On beş dakika geç kalmıştık ama sonunda gelmiştik. Uzay ve Alp kapıda bekliyordu. Bizi beklerken sıkıldıkları belliydi. Biz arabadan inince ikisi de ağzı açık bakıyordu. Doğan'ın söylediğine kızlarla biz gülmüştük.

"Ağzınızı kapatın ağzınızı sinek kaçıcak." Kendilerine geldiklerinde yanımıza geldiler. Uzay'ın koluna girerek önden yürümeye başladık. "Çok...çok güzel olmuşsun." Güldüm.

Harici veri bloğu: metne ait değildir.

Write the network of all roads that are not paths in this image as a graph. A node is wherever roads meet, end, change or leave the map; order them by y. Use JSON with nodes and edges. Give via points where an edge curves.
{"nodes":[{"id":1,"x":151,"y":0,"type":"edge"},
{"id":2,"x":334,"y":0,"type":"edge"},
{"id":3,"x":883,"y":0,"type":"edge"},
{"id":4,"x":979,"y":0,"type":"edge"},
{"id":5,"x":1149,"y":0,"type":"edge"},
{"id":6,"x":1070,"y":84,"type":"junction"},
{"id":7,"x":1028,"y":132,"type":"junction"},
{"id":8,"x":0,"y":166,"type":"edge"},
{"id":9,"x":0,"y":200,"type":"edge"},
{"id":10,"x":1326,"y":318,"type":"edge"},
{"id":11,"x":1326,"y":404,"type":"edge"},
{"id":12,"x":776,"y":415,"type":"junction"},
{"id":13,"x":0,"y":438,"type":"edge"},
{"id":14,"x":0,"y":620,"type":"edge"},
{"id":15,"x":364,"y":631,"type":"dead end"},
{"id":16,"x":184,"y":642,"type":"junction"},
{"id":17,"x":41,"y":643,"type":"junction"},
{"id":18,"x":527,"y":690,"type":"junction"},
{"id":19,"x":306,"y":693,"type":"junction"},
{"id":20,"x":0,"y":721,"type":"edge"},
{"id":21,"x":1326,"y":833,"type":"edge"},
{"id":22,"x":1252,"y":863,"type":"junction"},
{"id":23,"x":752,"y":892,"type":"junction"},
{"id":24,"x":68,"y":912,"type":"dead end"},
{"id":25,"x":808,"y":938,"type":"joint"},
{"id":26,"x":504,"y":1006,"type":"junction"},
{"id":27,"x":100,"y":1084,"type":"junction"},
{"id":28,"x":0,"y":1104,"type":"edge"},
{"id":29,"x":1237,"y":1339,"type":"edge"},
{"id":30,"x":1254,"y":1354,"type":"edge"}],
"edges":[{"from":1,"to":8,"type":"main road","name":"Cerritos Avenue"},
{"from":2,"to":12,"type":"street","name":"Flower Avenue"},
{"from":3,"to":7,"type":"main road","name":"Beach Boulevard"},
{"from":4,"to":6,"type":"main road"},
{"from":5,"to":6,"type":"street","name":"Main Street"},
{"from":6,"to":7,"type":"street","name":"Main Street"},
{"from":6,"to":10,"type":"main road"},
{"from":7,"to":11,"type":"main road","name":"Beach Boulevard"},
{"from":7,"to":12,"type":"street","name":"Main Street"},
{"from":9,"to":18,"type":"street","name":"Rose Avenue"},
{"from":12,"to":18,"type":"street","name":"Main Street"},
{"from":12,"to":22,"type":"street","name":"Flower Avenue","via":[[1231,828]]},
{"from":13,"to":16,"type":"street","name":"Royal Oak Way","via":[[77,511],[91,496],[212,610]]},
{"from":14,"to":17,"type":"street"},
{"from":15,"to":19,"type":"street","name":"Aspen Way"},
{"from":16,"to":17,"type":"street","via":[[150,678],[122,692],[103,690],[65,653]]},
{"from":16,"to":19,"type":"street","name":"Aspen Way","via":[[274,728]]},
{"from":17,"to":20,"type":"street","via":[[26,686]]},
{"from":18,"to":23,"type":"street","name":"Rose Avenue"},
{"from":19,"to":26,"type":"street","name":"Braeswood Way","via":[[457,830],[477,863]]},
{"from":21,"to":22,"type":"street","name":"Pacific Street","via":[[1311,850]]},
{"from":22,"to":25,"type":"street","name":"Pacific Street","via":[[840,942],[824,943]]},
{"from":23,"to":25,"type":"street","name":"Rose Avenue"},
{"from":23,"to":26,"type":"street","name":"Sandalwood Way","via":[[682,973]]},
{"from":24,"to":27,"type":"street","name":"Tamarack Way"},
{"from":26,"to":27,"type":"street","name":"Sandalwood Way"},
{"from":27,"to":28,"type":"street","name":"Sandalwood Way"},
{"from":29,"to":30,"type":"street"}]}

"Siz de çok yakışıklı olmuşsunuz mösyö." Otelin içine geldiğimizde incelemeye başladım. Altın sarısıydı her şey. Tabii ki şık bir otele gelmiştik. Asansöre ilerleyip bindiğimizde en üst kata çıktık. Yaren'i gördüğümde şaşırdım. Gelmez sanıyordum. Onun yanına gidip elini tutarak döndürdüm.

"Matmazel bu ne güzellik!" Gülerek bana sarıldı.

"Ya ne bileyim öyle Kuzey çağırdı geldim işte aman." Kuzey'e selam verip Uzay'ın koluna girip salona geçtik. Terası vardı ve baya büyüktü. Manzarası normal şehir manzarası olsa da idare ediyordu işte. İçecek bölümüne gittiğimizde limonata istedim. Uzay da cola aldığında havuç dilimi ve salatalıkları kemirmeye başladım. Uzay bana baktığında 'hayırdır koçum' der gibi kafamı salladım.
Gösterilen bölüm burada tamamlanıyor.